I have a dataframe with around 10.000 rows and 130 columns, from which 5 of them are date columns. I would like to convert all 5 date columns into date, meaning have all dates in "yyyy-mm-dd" format and, if something cannot be converted, to leave it as NaT.

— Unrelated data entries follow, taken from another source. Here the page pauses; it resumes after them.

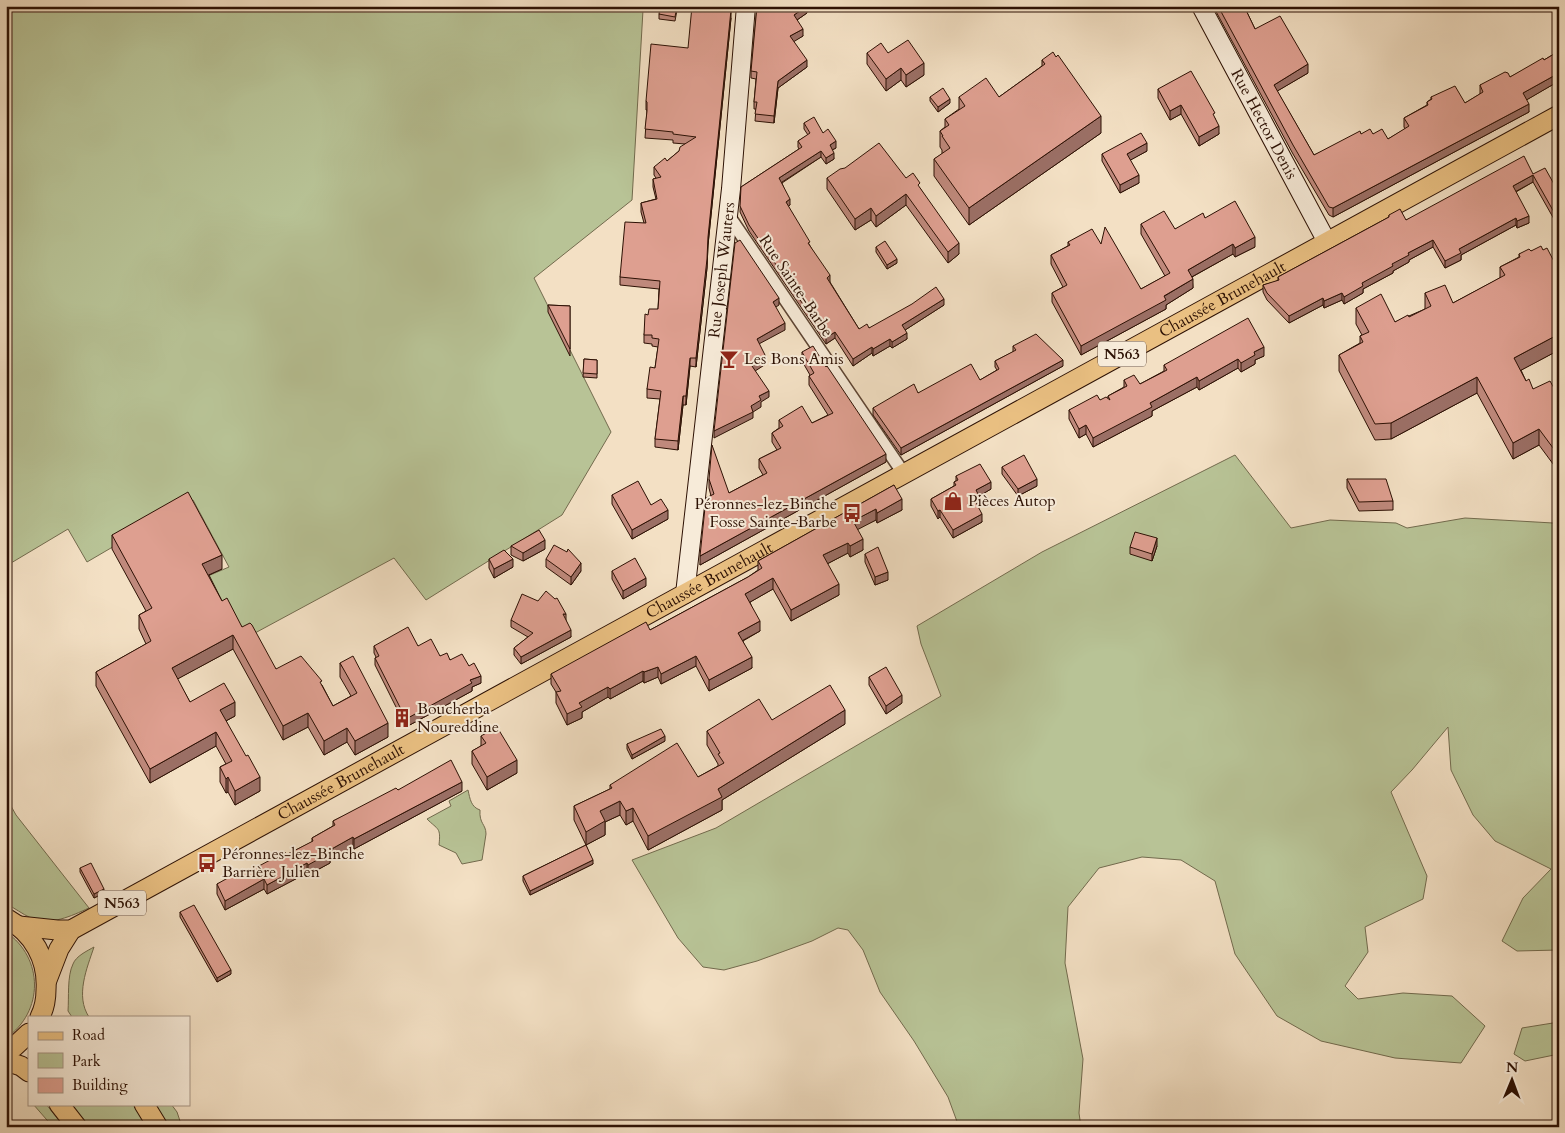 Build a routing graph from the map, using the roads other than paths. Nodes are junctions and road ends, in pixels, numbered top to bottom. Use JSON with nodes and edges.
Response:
{"nodes":[{"id":1,"x":746,"y":6,"type":"edge"},
{"id":2,"x":1201,"y":6,"type":"edge"},
{"id":3,"x":1559,"y":115,"type":"edge"},
{"id":4,"x":728,"y":215,"type":"junction"},
{"id":5,"x":1327,"y":242,"type":"junction"},
{"id":6,"x":904,"y":474,"type":"junction"},
{"id":7,"x":685,"y":594,"type":"junction"},
{"id":8,"x":13,"y":922,"type":"edge"},
{"id":9,"x":71,"y":930,"type":"junction"},
{"id":10,"x":47,"y":980,"type":"junction"},
{"id":11,"x":42,"y":1016,"type":"edge"},
{"id":12,"x":28,"y":1034,"type":"edge"},
{"id":13,"x":6,"y":1051,"type":"edge"},
{"id":14,"x":6,"y":1061,"type":"edge"},
{"id":15,"x":28,"y":1071,"type":"edge"},
{"id":16,"x":60,"y":1106,"type":"edge"},
{"id":17,"x":145,"y":1106,"type":"edge"},
{"id":18,"x":76,"y":1127,"type":"edge"},
{"id":19,"x":158,"y":1127,"type":"edge"}],
"edges":[{"from":1,"to":4,"type":"street","name":"Rue Joseph Wauters"},
{"from":2,"to":5,"type":"street","name":"Rue Hector Denis"},
{"from":3,"to":5,"type":"main road","name":"Chaussée Brunehault","number":"N563"},
{"from":4,"to":6,"type":"street","name":"Rue Sainte-Barbe"},
{"from":4,"to":7,"type":"street","name":"Rue Joseph Wauters"},
{"from":5,"to":6,"type":"main road","name":"Chaussée Brunehault","number":"N563"},
{"from":6,"to":7,"type":"main road","name":"Chaussée Brunehault","number":"N563"},
{"from":7,"to":9,"type":"main road","name":"Chaussée Brunehault","number":"N563"},
{"from":8,"to":9,"type":"main road"},
{"from":8,"to":10,"type":"main road"},
{"from":9,"to":10,"type":"main road"},
{"from":10,"to":11,"type":"main road"},
{"from":12,"to":13,"type":"main road"},
{"from":14,"to":15,"type":"main road"},
{"from":16,"to":18,"type":"main road"},
{"from":17,"to":19,"type":"main road"}]}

When I try to apply pd.to_datetime with "errors = coerce" I receive the following error:
ValueError: Boolean array expected for the condition, not object
Those columns can have anything: blanks, numbers, strings, special characters, etc. I just would like a way to identify those and convert into NaT.
Thank you for your help!
CodePudding user response:
Maybe this helps in your case:
import pandas as pd
import numpy as np
df = pd.DataFrame(
{
'col1': [np.nan, '2022-08-21', 'not a date', True, '', 999],
'col2': [-1, pd.NA, '2000-12-31', '2345-67-89', False, pd.Timestamp.today()]
}
)
date_cols = ['col1', 'col2']
for col in date_cols:
df[col] = pd.to_datetime([str(x) for x in df[col]], errors='coerce')
print(df)
print(df.info())
Output 1:
col1 col2
0 NaT NaT
1 2022-08-21 NaT
2 NaT 2000-12-31 00:00:00.000000
3 NaT NaT
4 NaT NaT
5 NaT 2022-08-21 16:38:16.790773
Output 2:
<class 'pandas.core.frame.DataFrame'>
RangeIndex: 6 entries, 0 to 5
Data columns (total 2 columns):
# Column Non-Null Count Dtype
--- ------ -------------- -----
0 col1 1 non-null datetime64[ns]
1 col2 1 non-null datetime64[ns]
dtypes: datetime64[ns](2)
memory usage: 224.0 bytes
None